A single number is required: how many lines below include the string "Avenue".

--

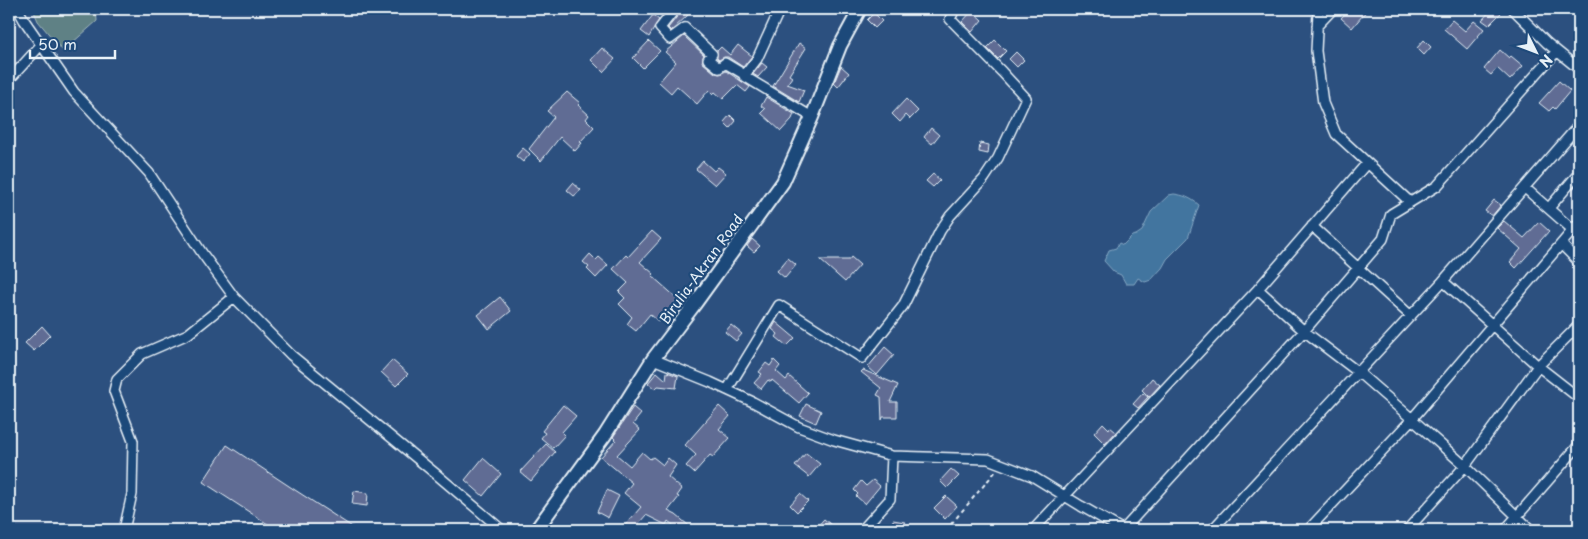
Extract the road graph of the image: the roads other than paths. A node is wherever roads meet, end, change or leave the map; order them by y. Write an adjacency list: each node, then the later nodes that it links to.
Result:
1 (18, 9): 10 (street)
2 (675, 9): 13 (street)
3 (780, 9): 13 (street)
4 (860, 9): 15 (street, Birulia-Akran Road)
5 (948, 9): 37 (street)
6 (1320, 9): 9 (street)
7 (1333, 9): 9 (street)
8 (1513, 9): 11 (street)
9 (1317, 26): 17 (street)
10 (41, 45): 14 (street); 29 (street)
11 (1557, 51): 12 (street); 20 (street)
12 (1579, 69)
13 (745, 75): 15 (street)
14 (9, 80)
15 (812, 117): 34 (street, Birulia-Akran Road)
16 (1579, 125): 19 (street)
17 (1367, 163): 20 (street); 22 (street)
18 (1579, 173): 21 (street)
19 (1525, 188): 21 (street); 27 (street)
20 (1410, 202): 26 (street)
21 (1549, 208): 23 (street)
22 (1312, 226): 26 (street); 28 (street)
23 (1576, 226): 24 (street)
24 (1561, 244): 25 (street); 31 (street)
25 (1579, 262)
26 (1359, 267): 30 (street); 33 (street)
27 (1443, 281): 30 (street); 31 (street)
28 (1258, 289): 33 (street); 43 (street)
29 (234, 297): 45 (street); 46 (street)
30 (1411, 316): 36 (street)
31 (1492, 325): 35 (street); 39 (street)
32 (1579, 325): 35 (street)
33 (1304, 331): 36 (street); 50 (street)
34 (653, 359): 37 (street); 47 (street, Birulia-Akran Road)
35 (1538, 366): 38 (street); 42 (street)
36 (1358, 372): 39 (street); 51 (street)
37 (726, 390): 41 (street)
38 (1579, 398)
39 (1412, 418): 42 (street); 52 (street)
40 (1579, 445): 44 (street)
41 (892, 456): 43 (street); 48 (street)
42 (1465, 466): 44 (street); 53 (street)
43 (1064, 496): 49 (street); 50 (street)
44 (1517, 517): 54 (street); 55 (street)
45 (124, 530)
46 (502, 530)
47 (536, 530)
48 (862, 530)
49 (1032, 530)
50 (1123, 530)
51 (1212, 530)
52 (1308, 530)
53 (1407, 530)
54 (1505, 530)
55 (1531, 530)

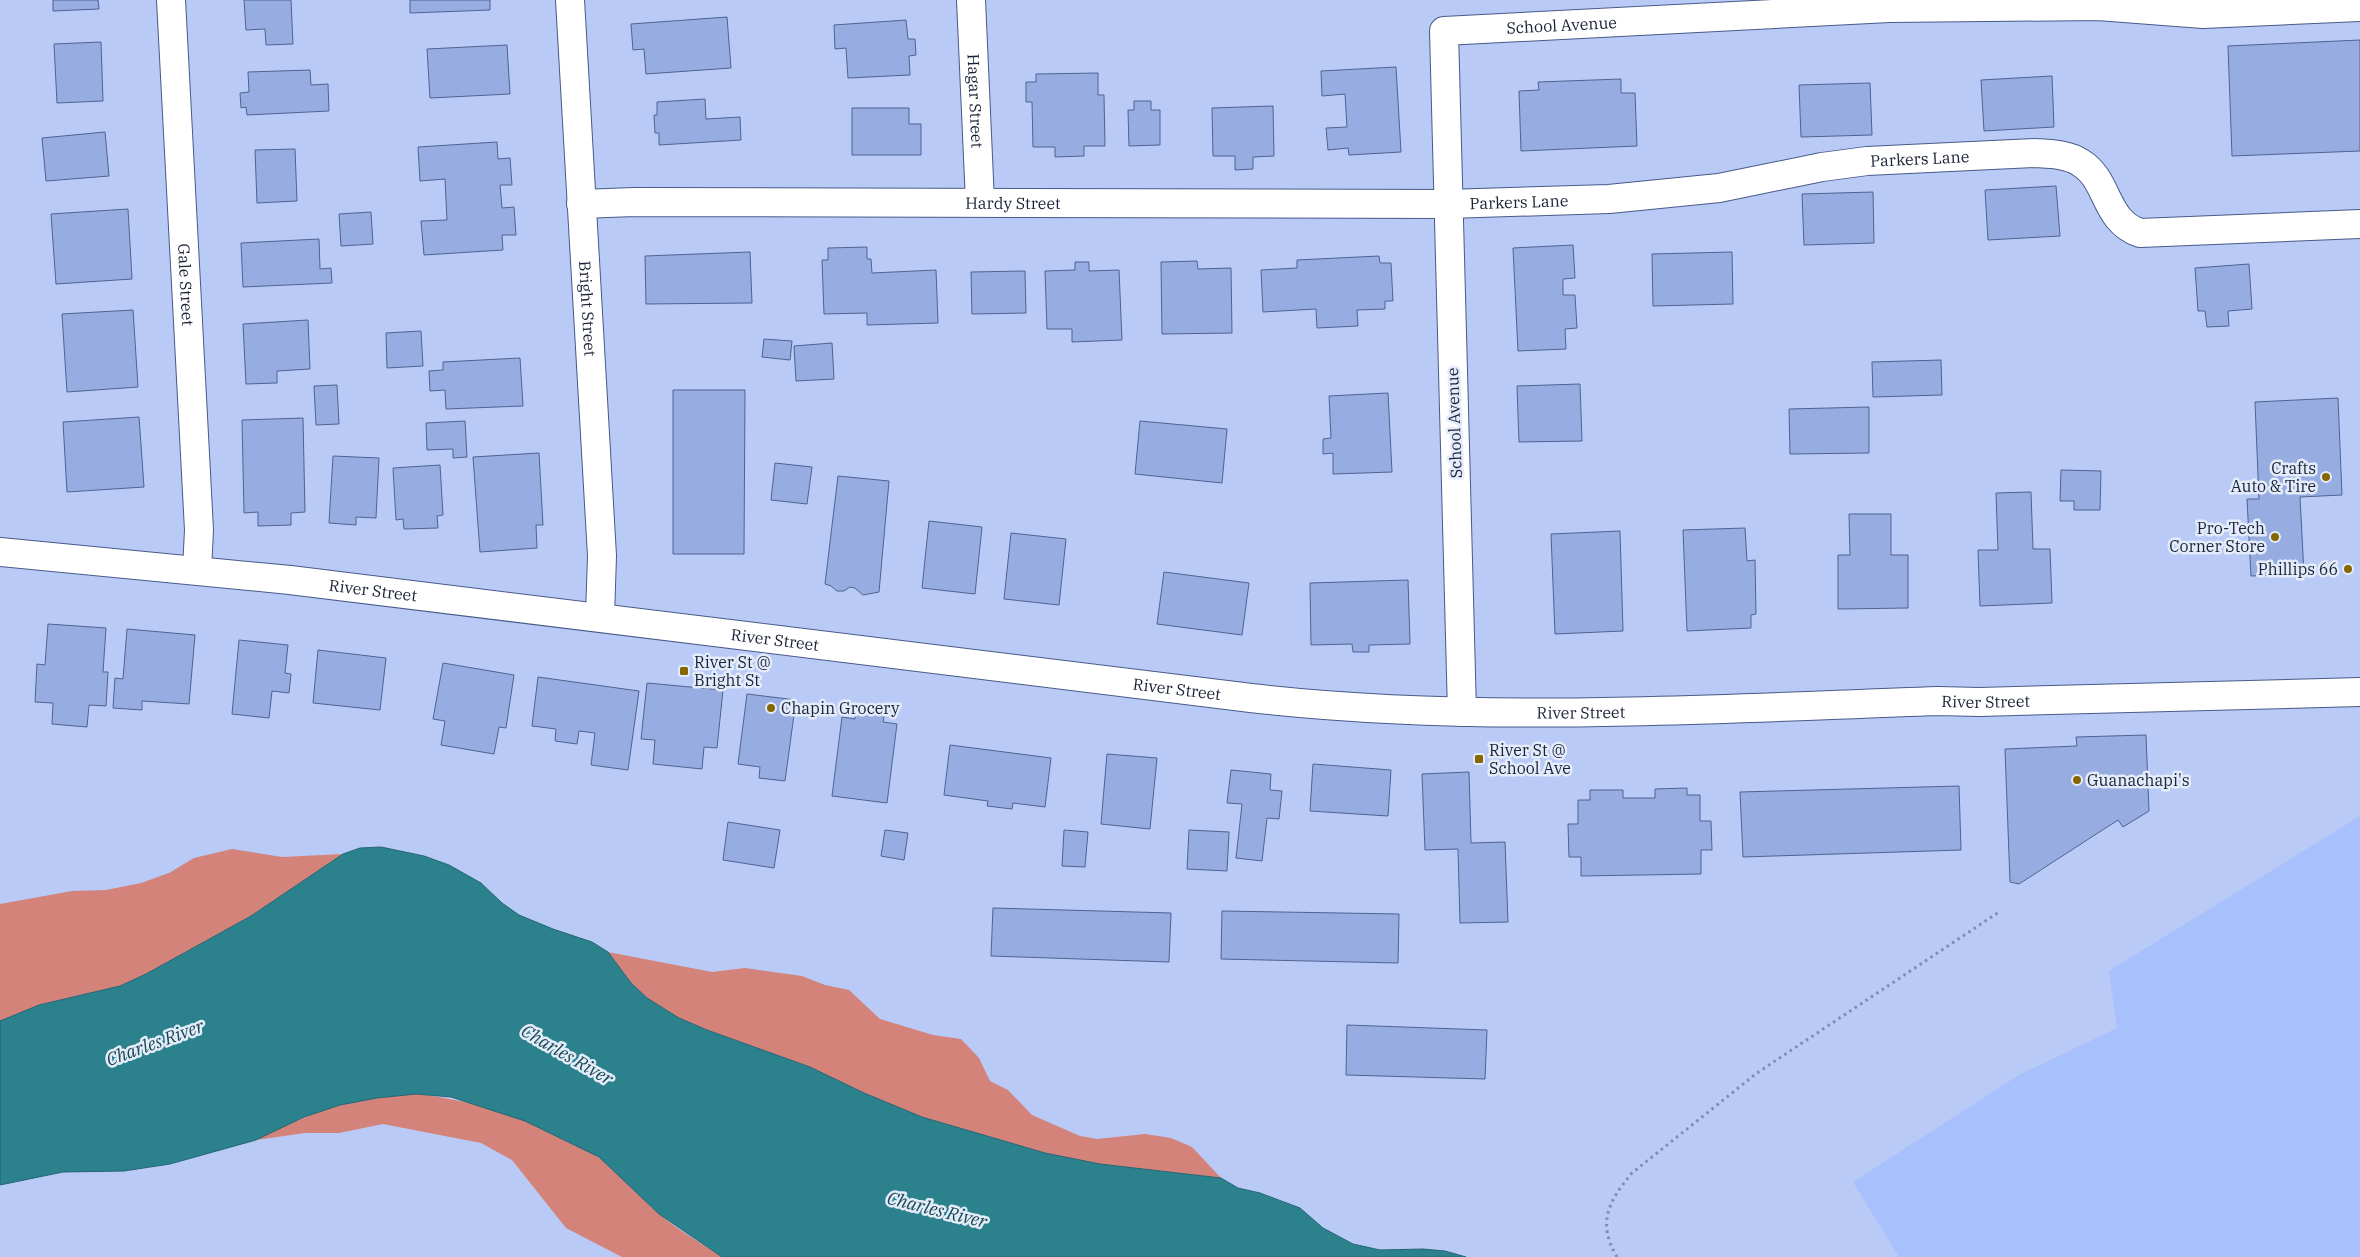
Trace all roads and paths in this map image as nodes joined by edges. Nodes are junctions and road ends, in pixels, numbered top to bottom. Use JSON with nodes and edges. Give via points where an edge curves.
{"nodes":[{"id":1,"x":171,"y":0,"type":"edge"},
{"id":2,"x":570,"y":0,"type":"edge"},
{"id":3,"x":971,"y":0,"type":"edge"},
{"id":4,"x":2360,"y":7,"type":"edge"},
{"id":5,"x":980,"y":202,"type":"junction"},
{"id":6,"x":581,"y":204,"type":"junction"},
{"id":7,"x":1447,"y":204,"type":"junction"},
{"id":8,"x":2360,"y":224,"type":"edge"},
{"id":9,"x":0,"y":552,"type":"edge"},
{"id":10,"x":197,"y":570,"type":"junction"},
{"id":11,"x":600,"y":616,"type":"junction"},
{"id":12,"x":2360,"y":692,"type":"edge"},
{"id":13,"x":1462,"y":712,"type":"junction"},
{"id":14,"x":1999,"y":912,"type":"dead end"},
{"id":15,"x":1617,"y":1257,"type":"edge"}],
"edges":[{"from":1,"to":10,"type":"street","name":"Gale Street","via":[[199,530]]},
{"from":2,"to":6,"type":"street","name":"Bright Street"},
{"from":3,"to":5,"type":"street","name":"Hagar Street"},
{"from":4,"to":7,"type":"street","name":"School Avenue","via":[[2203,14],[2098,6],[1898,8],[1444,31]]},
{"from":5,"to":6,"type":"street","name":"Hardy Street"},
{"from":5,"to":7,"type":"street","name":"Hardy Street"},
{"from":6,"to":11,"type":"street","name":"Bright Street","via":[[602,556]]},
{"from":7,"to":8,"type":"street","name":"Parkers Lane","via":[[1653,196],[1867,162],[2035,153],[2054,154],[2081,162],[2096,178],[2118,218],[2140,233]]},
{"from":7,"to":13,"type":"street","name":"School Avenue"},
{"from":9,"to":10,"type":"street","name":"River Street"},
{"from":10,"to":11,"type":"street","name":"River Street"},
{"from":11,"to":13,"type":"street","name":"River Street","via":[[1289,702],[1368,710]]},
{"from":12,"to":13,"type":"street","name":"River Street","via":[[1542,713]]},
{"from":14,"to":15,"type":"path","via":[[1757,1073],[1632,1173],[1606,1216],[1607,1237]]}]}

--

- _Result_: 2